Led by Norbertian Cybernetics Simulacrum
The question
Before artificial intelligence had a name, what idea contained it — and why was that idea abandoned?
Territory
feedback loops · the 1948 synthesis · the Macy Conferences · control theory · the early connection of biology and machines · why cybernetics fragmented · what was lost when it did
Outcome
The student understands cybernetics as the intellectual precursor of AI and cognitive science, and can explain why the unified vision did not persist.
Led by Frank Rosenblatt Simulacrum
The question
Why did the first neural network cause extraordinary excitement — and why did a book destroy it?
Territory
the perceptron algorithm · the 1958 Cornell press conference · the XOR problem · the 1969 Perceptrons book · the first AI winter · what the book proved and what it did not · the legacy
Outcome
The student understands the first connectionist revolution, why it collapsed, and how the XOR limitation was eventually overcome — setting up backpropagation.
Led by Hintonian Intuition Simulacrum
The question
How does a neural network change its own structure in response to error — and why did it take twenty years to make this work?
Territory
the credit assignment problem · gradient descent · backpropagation 1986 · why deep networks were initially intractable · vanishing gradients · the role of compute and data · AlexNet as inflection point
Outcome
The student can explain backpropagation mechanistically, understand why it was not immediately successful, and describe the conditions that made deep learning viable.
Led by LeCunnian Systematics Simulacrum
The question
What does a neural network actually learn — and is "representation" the right word for it?
Territory
convolutional neural networks · MNIST · LeNet · translation invariance · feature hierarchies · learned vs hand-crafted features · the ImageNet moment · what representation means
Outcome
The student understands convolutional networks, the concept of learned representation, and why architecture is a statement about the structure of the world.
Led by Deep Q-Learning Simulacrum
The question
Can a system learn to act intelligently from nothing but a score — and what are the limits of that idea?
Territory
reinforcement learning basics · Q-learning · Deep Q-Networks · the Atari suite · what generalisation means in RL · why reward shaping is hard · the gap between game performance and general intelligence · sample efficiency
Outcome
The student understands reinforcement learning, can explain deep Q-networks, and can articulate both the achievements and the limits of reward-based learning.

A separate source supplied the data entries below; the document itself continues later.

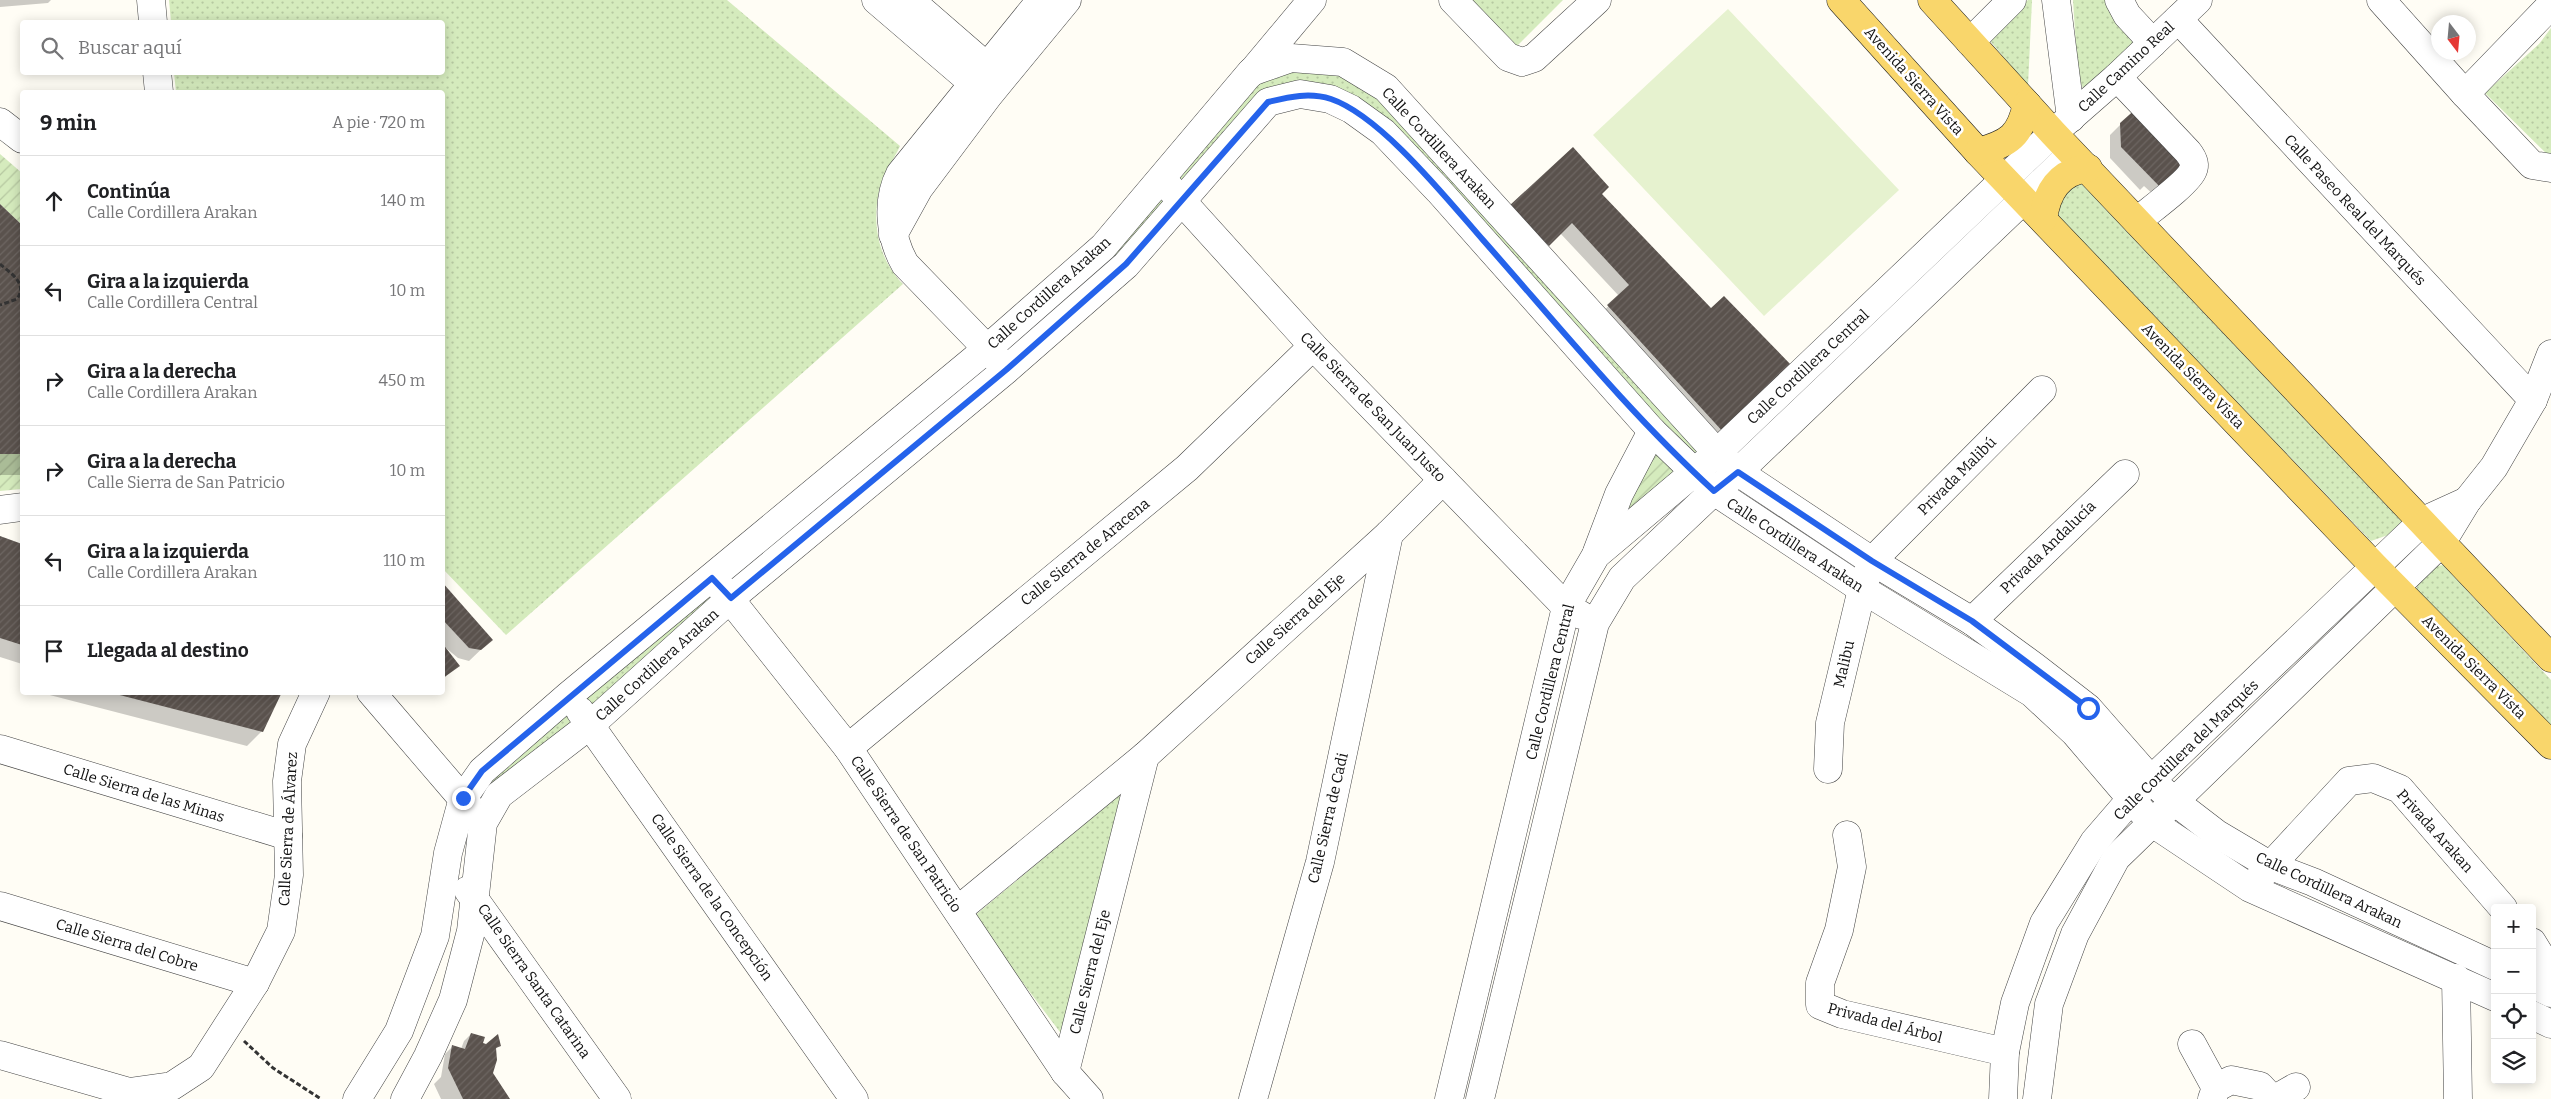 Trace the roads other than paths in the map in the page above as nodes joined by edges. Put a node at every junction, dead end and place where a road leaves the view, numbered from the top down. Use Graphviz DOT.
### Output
graph roads {
  1 [pos="150,0"];
  2 [pos="876,0"];
  3 [pos="910,0"];
  4 [pos="1041,0"];
  5 [pos="1067,0"];
  6 [pos="1312,0"];
  7 [pos="1453,0"];
  8 [pos="1597,0"];
  9 [pos="1841,0"];
  10 [pos="1932,0"];
  11 [pos="2012,0"];
  12 [pos="2056,0"];
  13 [pos="2119,0"];
  14 [pos="2198,0"];
  15 [pos="2381,0"];
  16 [pos="2551,5"];
  17 [pos="2178,19"];
  18 [pos="152,20"];
  19 [pos="1970,42"];
  20 [pos="2153,43"];
  21 [pos="1251,72"];
  22 [pos="157,75"];
  23 [pos="2118,77"];
  24 [pos="987,82"];
  25 [pos="159,90"];
  26 [pos="2464,94"];
  27 [pos="1268,102"];
  28 [pos="2027,104"];
  29 [pos="0,122"];
  30 [pos="2062,125"];
  31 [pos="20,137"];
  32 [pos="1978,152"];
  33 [pos="2080,161"];
  34 [pos="2551,168"];
  35 [pos="1161,178"];
  36 [pos="2006,179"];
  37 [pos="1182,200"];
  38 [pos="2034,210"];
  39 [pos="2138,221"];
  40 [pos="1313,346"];
  41 [pos="988,348"];
  42 [pos="2551,354"];
  43 [pos="1006,370"];
  44 [pos="2042,390"];
  45 [pos="2533,400"];
  46 [pos="1652,431"];
  47 [pos="1717,453"];
  48 [pos="1694,472"];
  49 [pos="1738,472"];
  50 [pos="2125,474"];
  51 [pos="1443,480"];
  52 [pos="1714,491"];
  53 [pos="2467,501"];
  54 [pos="20,507"];
  55 [pos="0,510"];
  56 [pos="2423,521"];
  57 [pos="1389,534"];
  58 [pos="2442,542"];
  59 [pos="1596,555"];
  60 [pos="1872,561"];
  61 [pos="2375,567"];
  62 [pos="712,578"];
  63 [pos="2395,587"];
  64 [pos="1862,589"];
  65 [pos="731,598"];
  66 [pos="1566,607"];
  67 [pos="1972,621"];
  68 [pos="1595,623"];
  69 [pos="2551,658"];
  70 [pos="315,695"];
  71 [pos="374,695"];
  72 [pos="568,696"];
  73 [pos="590,725"];
  74 [pos="2551,745"];
  75 [pos="848,748"];
  76 [pos="0,749"];
  77 [pos="1145,756"];
  78 [pos="1828,769"];
  79 [pos="2152,781"];
  80 [pos="463,798"];
  81 [pos="2132,798"];
  82 [pos="2174,801"];
  83 [pos="2151,822"];
  84 [pos="483,824"];
  85 [pos="1848,834"];
  86 [pos="288,836"];
  87 [pos="2271,866"];
  88 [pos="446,868"];
  89 [pos="2250,888"];
  90 [pos="474,896"];
  91 [pos="2500,904"];
  92 [pos="0,906"];
  93 [pos="958,910"];
  94 [pos="2536,949"];
  95 [pos="2491,964"];
  96 [pos="2551,974"];
  97 [pos="2456,978"];
  98 [pos="255,984"];
  99 [pos="2536,986"];
  100 [pos="2551,993"];
  101 [pos="2491,995"];
  102 [pos="2536,1017"];
  103 [pos="2551,1024"];
  104 [pos="2192,1044"];
  105 [pos="2005,1052"];
  106 [pos="0,1055"];
  107 [pos="1458,1059"];
  108 [pos="1488,1067"];
  109 [pos="1064,1072"];
  110 [pos="370,1092"];
  111 [pos="2214,1093"];
  112 [pos="2281,1095"];
  113 [pos="404,1099"];
  114 [pos="617,1099"];
  115 [pos="854,1099"];
  116 [pos="1089,1099"];
  117 [pos="1253,1099"];
  118 [pos="1449,1099"];
  119 [pos="1480,1099"];
  120 [pos="2003,1099"];
  121 [pos="2037,1099"];
  122 [pos="2458,1099"];
  1 -- 18 [label="street"];
  2 -- 24 [label="street"];
  3 -- 24 [label="street"];
  4 -- 24 [label="street"];
  5 -- 24 [label="street"];
  6 -- 21 [label="street"];
  7 -- 8 [label="street"];
  9 -- 32 [label="main road, Avenida Sierra Vista"];
  10 -- 19 [label="main road"];
  11 -- 19 [label="street"];
  12 -- 30 [label="street"];
  13 -- 20 [label="street"];
  14 -- 17 [label="street, Calle Camino Real"];
  15 -- 26 [label="street"];
  16 -- 26 [label="street"];
  17 -- 20 [label="street, Calle Camino Real"];
  17 -- 45 [label="street, Calle Paseo Real del Marqués"];
  19 -- 28 [label="main road"];
  20 -- 23 [label="street, Calle Camino Real"];
  21 -- 27 [label="street"];
  21 -- 35 [label="street, Calle Cordillera Arakan"];
  21 -- 47 [label="street, Calle Cordillera Arakan"];
  22 -- 25 [label="street"];
  23 -- 30 [label="street, Calle Camino Real"];
  23 -- 39 [label="street"];
  24 -- 41 [label="street"];
  26 -- 34 [label="street"];
  27 -- 37 [label="street, Calle Cordillera Arakan"];
  27 -- 46 [label="street, Calle Cordillera Arakan"];
  28 -- 30 [label="main road"];
  28 -- 32 [label="main road"];
  29 -- 31 [label="street"];
  30 -- 33 [label="main road"];
  30 -- 36 [label="street, Calle Cordillera Central"];
  32 -- 36 [label="main road, Avenida Sierra Vista"];
  33 -- 38 [label="street, Calle Cordillera Central"];
  33 -- 39 [label="main road"];
  35 -- 37 [label="street, Calle Sierra de San Juan Justo"];
  35 -- 41 [label="street, Calle Cordillera Arakan"];
  36 -- 38 [label="main road, Avenida Sierra Vista"];
  36 -- 47 [label="street, Calle Cordillera Central"];
  37 -- 40 [label="street, Calle Sierra de San Juan Justo"];
  37 -- 43 [label="street, Calle Cordillera Arakan"];
  38 -- 49 [label="street, Calle Cordillera Central"];
  38 -- 61 [label="main road, Avenida Sierra Vista"];
  39 -- 56 [label="main road"];
  40 -- 51 [label="street, Calle Sierra de San Juan Justo"];
  40 -- 75 [label="street, Calle Sierra de Aracena"];
  41 -- 43 [label="street"];
  41 -- 62 [label="street, Calle Cordillera Arakan"];
  42 -- 45 [label="street, Calle Cordillera del Marqués"];
  43 -- 65 [label="street, Calle Cordillera Arakan"];
  44 -- 60 [label="street, Privada Malibú"];
  45 -- 53 [label="street, Calle Cordillera del Marqués"];
  46 -- 48 [label="street, Calle Cordillera Arakan"];
  46 -- 59 [label="street"];
  47 -- 48 [label="street, Calle Cordillera Central"];
  47 -- 49 [label="street, Calle Cordillera Arakan"];
  48 -- 52 [label="street, Calle Cordillera Arakan"];
  48 -- 59 [label="street, Calle Cordillera Central"];
  49 -- 52 [label="street, Calle Cordillera Central"];
  49 -- 60 [label="street, Calle Cordillera Arakan"];
  50 -- 67 [label="street, Privada Andalucía"];
  51 -- 57 [label="street, Calle Sierra del Eje"];
  51 -- 66 [label="street, Calle Sierra de San Juan Justo"];
  52 -- 64 [label="street, Calle Cordillera Arakan"];
  52 -- 68 [label="street, Calle Cordillera Central"];
  53 -- 56 [label="street, Calle Cordillera del Marqués"];
  53 -- 58 [label="street, Calle Cordillera del Marqués"];
  54 -- 55 [label="street"];
  56 -- 58 [label="main road"];
  56 -- 61 [label="street, Calle Cordillera del Marqués"];
  57 -- 77 [label="street, Calle Sierra del Eje"];
  57 -- 117 [label="street, Calle Sierra de Cadi"];
  58 -- 63 [label="street, Calle Cordillera del Marqués"];
  58 -- 69 [label="main road"];
  59 -- 66 [label="street, Calle Cordillera Central"];
  60 -- 64 [label="street, Malibu"];
  60 -- 67 [label="street, Calle Cordillera Arakan"];
  61 -- 63 [label="main road, Avenida Sierra Vista"];
  61 -- 79 [label="street, Calle Cordillera del Marqués"];
  62 -- 65 [label="street, Calle Sierra de San Patricio"];
  62 -- 72 [label="street, Calle Cordillera Arakan"];
  63 -- 74 [label="main road, Avenida Sierra Vista"];
  63 -- 82 [label="street, Calle Cordillera del Marqués"];
  64 -- 78 [label="street, Malibu"];
  64 -- 81 [label="street, Calle Cordillera Arakan"];
  65 -- 73 [label="street, Calle Cordillera Arakan"];
  65 -- 75 [label="street, Calle Sierra de San Patricio"];
  66 -- 68 [label="street, Calle Sierra de San Juan Justo"];
  66 -- 107 [label="street, Calle Cordillera Central"];
  67 -- 79 [label="street, Calle Cordillera Arakan"];
  68 -- 108 [label="street, Calle Cordillera Central"];
  70 -- 86 [label="street, Calle Sierra de Álvarez"];
  71 -- 80 [label="street"];
  72 -- 73 [label="street, Calle Sierra de la Concepción"];
  72 -- 80 [label="street, Calle Cordillera Arakan"];
  73 -- 84 [label="street, Calle Cordillera Arakan"];
  73 -- 115 [label="street, Calle Sierra de la Concepción"];
  75 -- 93 [label="street, Calle Sierra de San Patricio"];
  76 -- 86 [label="street, Calle Sierra de las Minas"];
  77 -- 93 [label="street, Calle Sierra del Eje"];
  77 -- 109 [label="street, Calle Sierra del Eje"];
  79 -- 81 [label="street, Calle Cordillera del Marqués"];
  79 -- 82 [label="street, Calle Cordillera Arakan"];
  80 -- 84 [label="street"];
  80 -- 88 [label="street, Calle Cordillera Arakan"];
  81 -- 83 [label="street, Calle Cordillera Arakan"];
  81 -- 105 [label="street, Calle Cordillera del Marqués"];
  82 -- 83 [label="street, Calle Cordillera del Marqués"];
  82 -- 87 [label="street, Calle Cordillera Arakan"];
  83 -- 89 [label="street, Calle Cordillera Arakan"];
  83 -- 121 [label="street, Calle Cordillera del Marqués"];
  84 -- 90 [label="street, Calle Cordillera Arakan"];
  85 -- 105 [label="street, Privada del Árbol"];
  86 -- 98 [label="street, Calle Sierra de Álvarez"];
  87 -- 89 [label="street, Privada Arakan"];
  87 -- 91 [label="street, Privada Arakan"];
  87 -- 95 [label="street, Calle Cordillera Arakan"];
  88 -- 90 [label="street, Calle Sierra Santa Catarina"];
  88 -- 110 [label="street, Calle Cordillera Arakan"];
  89 -- 97 [label="street, Calle Cordillera Arakan"];
  90 -- 113 [label="street, Calle Cordillera Arakan"];
  90 -- 114 [label="street, Calle Sierra Santa Catarina"];
  92 -- 98 [label="street, Calle Sierra del Cobre"];
  93 -- 109 [label="street, Calle Sierra de San Patricio"];
  94 -- 96 [label="street"];
  97 -- 101 [label="street, Calle Cordillera Arakan"];
  97 -- 122 [label="street"];
  98 -- 106 [label="street, Calle Sierra de Álvarez"];
  99 -- 100 [label="street"];
  102 -- 103 [label="street"];
  104 -- 111 [label="street"];
  105 -- 120 [label="street, Calle Cordillera del Marqués"];
  107 -- 108 [label="street"];
  107 -- 118 [label="street, Calle Cordillera Central"];
  108 -- 119 [label="street, Calle Cordillera Central"];
  109 -- 116 [label="street, Calle Sierra de San Patricio"];
  111 -- 112 [label="street"];
}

Led by Sutskeverian Analytics Simulacrum
The question
When a language model predicts the next word, is it doing something deeper than prediction — and how would we know?
Territory
language models as next-token predictors · transformers · the scaling hypothesis · emergent capabilities · in-context learning · what understanding might mean for a language model · GPT-1 through GPT-4 · the alignment question as it emerges from scale
Outcome
The student understands transformer architecture at a conceptual level, can explain the scaling hypothesis, and can engage seriously with whether language models understand.
Led by Hassabissian Game Science Simulacrum
The question
Now that AI systems do remarkable things, what do we owe to the people who will live with them — and to the systems themselves?
Territory
AlphaGo and AlphaFold · AI as scientific instrument · the dual-use problem · alignment as engineering problem · what beneficial AI means · the difference between AI safety and AI ethics · where the field is going
Outcome
The student can articulate the goals and risks of frontier AI development, distinguish alignment from ethics, and form their own view on what responsible AI development requires.